I noted a little nuance of the Babel story that I had not picked up before. Those of you who have heard me talk about either the kings & priests theme, or about Eden, will be familiar with one aspect of the Biblical story that I talk a bit about. In quick summary, Adam and Eve have both kingly (representative rule), and priestly (representative presence) roles, which are mandated in Gen 1, and manifested in the Garden, and would have, sine lapso, seen them extended God’s rule and presence throughout the earth through multiplication and the spread of humanity, which would, I argue, involve the spread of the Garden itself. The fall disrupts but does not destroy that plan, but it becomes the ongoing work of the people of God, as kings and priests.

One aspect of this is the contrast pairs of going/gathering, garden/city, and garden/desert that weave through the Bible. Between Eden and Eschaton there is no permanent gathering of God’s people, only gathering that leads to further going. Mission and church are mutually intertwined, but church always leads to mission, until one day there is no more mission, only church.

Likewise, since losing the garden, we have been making cities, gathering in human structures that are ambiguous at best. Revelation also resolves the contrast pair of Eden/Jerusalem by offering a Jerusalem-Eden, a Garden City.

What was interesting to note, in yesterday’s sermon, was a reference to Gen 11, the tower of Babel story, being contextualised by the Noah story.

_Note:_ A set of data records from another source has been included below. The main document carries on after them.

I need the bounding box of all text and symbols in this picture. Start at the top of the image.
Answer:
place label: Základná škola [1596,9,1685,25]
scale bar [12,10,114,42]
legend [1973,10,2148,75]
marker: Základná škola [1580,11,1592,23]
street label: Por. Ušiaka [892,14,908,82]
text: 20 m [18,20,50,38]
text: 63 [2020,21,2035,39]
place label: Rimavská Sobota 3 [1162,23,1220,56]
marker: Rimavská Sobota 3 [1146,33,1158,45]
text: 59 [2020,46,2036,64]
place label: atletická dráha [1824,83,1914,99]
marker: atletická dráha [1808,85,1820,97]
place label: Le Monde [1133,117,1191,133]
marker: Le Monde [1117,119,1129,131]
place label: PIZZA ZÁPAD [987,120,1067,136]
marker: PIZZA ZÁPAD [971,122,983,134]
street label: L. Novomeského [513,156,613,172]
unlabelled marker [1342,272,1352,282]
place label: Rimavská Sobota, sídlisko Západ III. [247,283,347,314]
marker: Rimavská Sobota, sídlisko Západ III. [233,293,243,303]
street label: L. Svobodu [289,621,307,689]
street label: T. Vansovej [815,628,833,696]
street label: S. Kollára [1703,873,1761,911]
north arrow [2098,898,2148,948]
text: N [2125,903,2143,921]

Specifically post-flood Noah and his family are given the “be fruitful and multiply and fill the earth” command again, Gen 9:1, 7. In Gen 11 these migratory fledgling nations do not scatter, but gather, and build not only the tower, which we all remember, but “a city and a tower”. Their gathering, I would argue, is one more proto-attempt to ‘return to the garden’, figuratively speaking. That is, to resist the scattering of God, deny his mission, and build a human paradise. In Gen 6:6 I would suggest, tentatively, that there is an echo of God’s deliberation in Gen 3, having eaten the fruit of the tree of the knowledge of Good and Evil, what next? SO too, “this is only the beginning of what they will do. And nothing that they propose to do will now be impossible for them.” It’s easy to hear this as God’s narcissistic ego getting in the way, and trying to put humanity down, but the thrust of the Gen 3 deliberation is that if, having eaten of the FTKGE, they go on to eat of the tree of life, that will be bad for humanity. A charitable reading here would see the same, if humanity in its present state, builds this city, it will be bad for humanity.

Note what you may never have noticed, in v8. “So the Lord dispersed them from there over the face of all the earth, and they left off building the city”. It’s not the tower, but the city, that is mentioned in the last analysis. This self-salvation attempt is abandoned, and the people are scattered, because it is not then, not now, that a city will be built. Only, in the long view, through the death of Christ, can people be gathered back to the Garden, into a new city, to be scattered no more.

This passage is also the reason, theologically speaking, Esperanto will always fail. The confusion of the languages is, in anticipation, reversed at Pentecost, but not by unity of language, only by the miraculous speaking of tongues. Then, in Revelation, we get a vision of the heavenly community, the eschatological gathering, of every language and tongue. But that is almost another theme...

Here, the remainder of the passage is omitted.